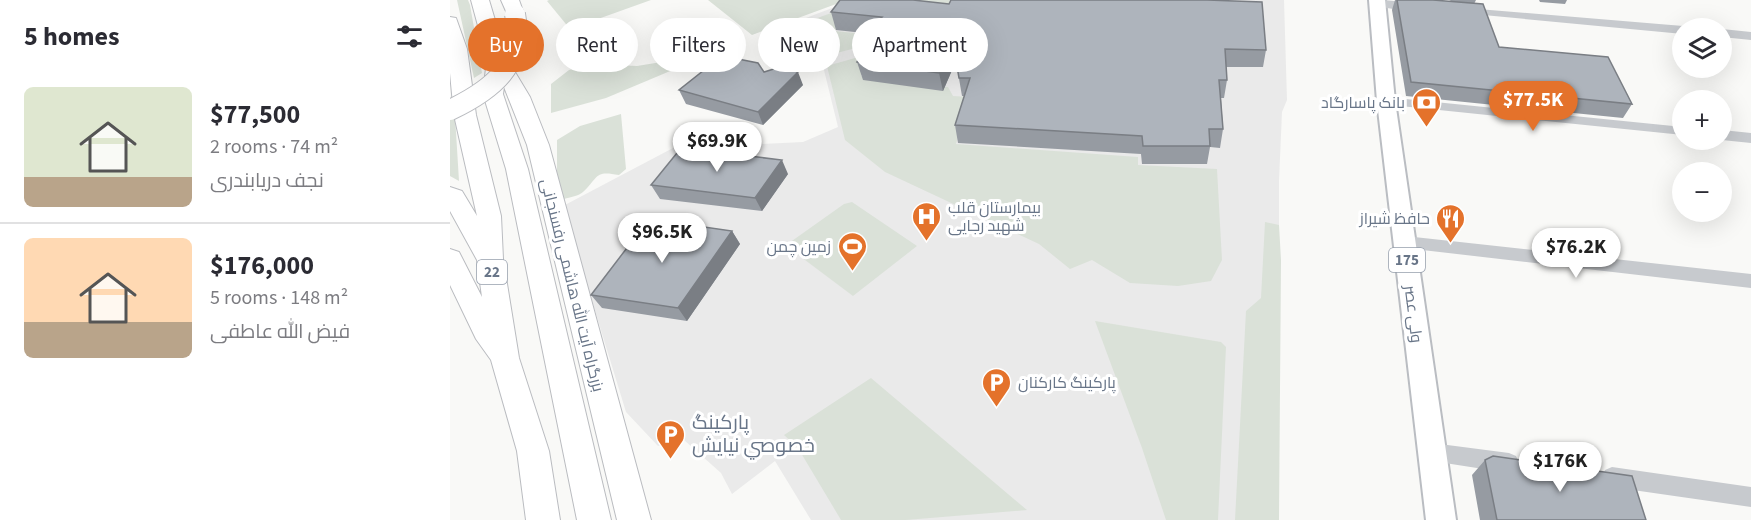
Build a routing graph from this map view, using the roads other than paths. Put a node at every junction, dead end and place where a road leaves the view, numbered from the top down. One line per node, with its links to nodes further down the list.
1 (480, 0): 6 (highway, بزرگراه آیت الله هاشمی رفسنجانی)
2 (1378, 2): 4 (street); 13 (main road, ولی عصر / 175)
3 (512, 7): 14 (highway, bridge)
4 (1425, 7)
5 (1448, 9): 8 (street)
6 (485, 18)
7 (450, 22): 21 (highway, 22)
8 (1672, 29)
9 (1732, 34): 10 (street)
10 (1751, 36)
11 (495, 72): 29 (highway, بزرگراه آیت الله هاشمی رفسنجانی)
12 (505, 72): 30 (highway, بزرگراه آیت الله هاشمی رفسنجانی)
13 (1386, 101): 15 (street); 19 (main road, ولی عصر / 175)
14 (450, 110)
15 (1672, 130)
16 (1732, 136): 17 (street)
17 (1751, 138)
18 (450, 195): 21 (highway)
19 (1405, 242): 22 (street); 24 (main road, ولی عصر / 175)
20 (450, 259): 23 (highway)
21 (490, 259): 23 (highway, 22)
22 (1751, 281)
23 (505, 358): 28 (highway, 22)
24 (1432, 452): 25 (street); 31 (main road, ولی عصر / 175)
25 (1526, 465)
26 (1597, 475): 27 (street)
27 (1751, 497)
28 (543, 520)
29 (594, 520)
30 (634, 520)
31 (1441, 520)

====================

▶ Task to complete
Output the lines above in full and exactly as given, omitting any pictures.

▶ Solution
Build a routing graph from this map view, using the roads other than paths. Put a node at every junction, dead end and place where a road leaves the view, numbered from the top down. One line per node, with its links to nodes further down the list.
1 (480, 0): 6 (highway, بزرگراه آیت الله هاشمی رفسنجانی)
2 (1378, 2): 4 (street); 13 (main road, ولی عصر / 175)
3 (512, 7): 14 (highway, bridge)
4 (1425, 7)
5 (1448, 9): 8 (street)
6 (485, 18)
7 (450, 22): 21 (highway, 22)
8 (1672, 29)
9 (1732, 34): 10 (street)
10 (1751, 36)
11 (495, 72): 29 (highway, بزرگراه آیت الله هاشمی رفسنجانی)
12 (505, 72): 30 (highway, بزرگراه آیت الله هاشمی رفسنجانی)
13 (1386, 101): 15 (street); 19 (main road, ولی عصر / 175)
14 (450, 110)
15 (1672, 130)
16 (1732, 136): 17 (street)
17 (1751, 138)
18 (450, 195): 21 (highway)
19 (1405, 242): 22 (street); 24 (main road, ولی عصر / 175)
20 (450, 259): 23 (highway)
21 (490, 259): 23 (highway, 22)
22 (1751, 281)
23 (505, 358): 28 (highway, 22)
24 (1432, 452): 25 (street); 31 (main road, ولی عصر / 175)
25 (1526, 465)
26 (1597, 475): 27 (street)
27 (1751, 497)
28 (543, 520)
29 (594, 520)
30 (634, 520)
31 (1441, 520)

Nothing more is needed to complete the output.